Whispers Wire

Kugongeana Pulls Back the Curtain on a Hidden Crisis

HIV and STDs are exploding among Kenya’s Gen Z and Millennials, even as national infection rates fall. 

This generation has traded the fear their parents knew for a new vocabulary, “Tunashare,” “kugongeana” (sleeping with another’s partner for ego), “aura farming,” and “kupima na macho” (judging health by looks alone). 

They fear pregnancy more than AIDS because they never witnessed the devastation of HIV firsthand.

HIV Crisis

HIV and STDs are exploding among Kenya’s Gen Z and Millennials, even as national infection rates fall.  Photo: Courtesy.

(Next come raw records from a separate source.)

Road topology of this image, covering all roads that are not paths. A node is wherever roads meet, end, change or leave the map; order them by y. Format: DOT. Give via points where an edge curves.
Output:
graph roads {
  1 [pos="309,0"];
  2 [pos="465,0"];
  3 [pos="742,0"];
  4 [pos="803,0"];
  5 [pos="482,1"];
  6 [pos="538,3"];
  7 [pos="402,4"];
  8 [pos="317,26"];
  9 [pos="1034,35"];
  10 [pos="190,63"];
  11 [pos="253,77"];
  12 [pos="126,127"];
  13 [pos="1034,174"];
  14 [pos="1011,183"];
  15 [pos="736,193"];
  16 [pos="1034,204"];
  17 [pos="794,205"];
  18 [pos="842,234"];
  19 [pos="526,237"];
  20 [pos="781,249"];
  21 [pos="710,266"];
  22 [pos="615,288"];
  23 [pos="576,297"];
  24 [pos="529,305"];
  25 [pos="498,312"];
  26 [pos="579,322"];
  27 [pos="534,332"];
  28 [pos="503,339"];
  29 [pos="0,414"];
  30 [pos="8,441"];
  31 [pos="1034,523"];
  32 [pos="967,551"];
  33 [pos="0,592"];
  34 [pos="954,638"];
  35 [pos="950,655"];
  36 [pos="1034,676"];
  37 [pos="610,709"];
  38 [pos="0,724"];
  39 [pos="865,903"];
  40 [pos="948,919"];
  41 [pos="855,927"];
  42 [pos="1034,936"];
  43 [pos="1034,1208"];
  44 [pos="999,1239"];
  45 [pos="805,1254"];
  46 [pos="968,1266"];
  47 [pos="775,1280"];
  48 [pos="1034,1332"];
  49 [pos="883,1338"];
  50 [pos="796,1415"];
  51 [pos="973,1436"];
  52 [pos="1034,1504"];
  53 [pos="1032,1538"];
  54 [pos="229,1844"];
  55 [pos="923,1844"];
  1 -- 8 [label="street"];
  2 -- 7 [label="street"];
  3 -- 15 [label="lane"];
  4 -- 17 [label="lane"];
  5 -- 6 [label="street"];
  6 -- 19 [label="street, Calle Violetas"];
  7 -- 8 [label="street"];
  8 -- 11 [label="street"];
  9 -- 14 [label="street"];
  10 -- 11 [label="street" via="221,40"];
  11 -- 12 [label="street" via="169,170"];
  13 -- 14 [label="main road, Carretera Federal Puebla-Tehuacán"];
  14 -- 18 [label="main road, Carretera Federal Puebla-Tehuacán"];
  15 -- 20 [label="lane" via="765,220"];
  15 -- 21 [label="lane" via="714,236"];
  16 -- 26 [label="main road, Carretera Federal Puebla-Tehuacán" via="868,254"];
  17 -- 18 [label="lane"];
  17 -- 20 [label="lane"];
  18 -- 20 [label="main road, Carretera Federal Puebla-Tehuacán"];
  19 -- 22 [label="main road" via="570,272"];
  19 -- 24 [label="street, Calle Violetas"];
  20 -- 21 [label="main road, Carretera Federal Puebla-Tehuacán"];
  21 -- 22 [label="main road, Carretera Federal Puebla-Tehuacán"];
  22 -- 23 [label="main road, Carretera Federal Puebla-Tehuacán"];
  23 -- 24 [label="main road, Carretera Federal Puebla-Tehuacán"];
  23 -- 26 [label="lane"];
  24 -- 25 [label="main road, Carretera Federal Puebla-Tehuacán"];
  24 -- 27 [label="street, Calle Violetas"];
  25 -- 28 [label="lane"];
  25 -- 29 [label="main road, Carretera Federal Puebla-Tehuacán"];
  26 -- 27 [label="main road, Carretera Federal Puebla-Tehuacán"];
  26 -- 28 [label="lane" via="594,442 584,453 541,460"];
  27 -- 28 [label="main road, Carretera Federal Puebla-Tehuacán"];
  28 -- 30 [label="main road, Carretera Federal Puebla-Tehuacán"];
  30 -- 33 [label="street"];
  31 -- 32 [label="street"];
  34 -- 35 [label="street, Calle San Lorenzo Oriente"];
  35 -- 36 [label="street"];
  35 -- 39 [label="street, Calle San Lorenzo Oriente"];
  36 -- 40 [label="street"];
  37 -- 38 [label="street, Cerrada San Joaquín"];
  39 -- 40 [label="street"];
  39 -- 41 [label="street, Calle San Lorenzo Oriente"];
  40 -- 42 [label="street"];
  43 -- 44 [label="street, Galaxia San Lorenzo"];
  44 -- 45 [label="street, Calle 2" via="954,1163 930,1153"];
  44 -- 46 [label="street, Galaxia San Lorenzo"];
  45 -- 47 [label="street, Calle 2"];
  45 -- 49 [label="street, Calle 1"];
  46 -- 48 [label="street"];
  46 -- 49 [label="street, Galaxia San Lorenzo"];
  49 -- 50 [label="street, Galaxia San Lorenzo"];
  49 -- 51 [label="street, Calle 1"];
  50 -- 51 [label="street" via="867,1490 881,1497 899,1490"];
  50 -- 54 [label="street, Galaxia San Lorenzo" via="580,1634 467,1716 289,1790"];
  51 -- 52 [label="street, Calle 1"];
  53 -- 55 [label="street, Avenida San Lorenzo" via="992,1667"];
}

Through candid interviews with NSDCC CEO Douglas Bosire, Director General for Health Dr. Patrick Amoth, surgeon and activist Dr. Goody Gor, and University of Nairobi students, the documentary exposes a dangerous reality: most young people deliberately avoid condoms, dating apps make random partners a click away, and pop culture normalizes carelessness while funding for sensitization has dried up.

Dr. Goody Gor, who treats end stage STDs daily, warns of a “fertility time bomb”, young people facing blocked fallopian tubes and lifelong infertility because they never tested or treated chronic infections.

She has never had a couple test before sex, and comprehensive STD tests cost Ksh 7,000–15,000, unaffordable for most.

The government now admits old tools won’t work. 

Its new strategy: meet young people where they are, on TikTok, Instagram, and dating apps, with influencer led campaigns that frame sexual health as empowerment.

Kugongeana is not a morality tale. It’s a wake up call to a generation that believes they are invincible, and to a nation that must act before silence costs more futures.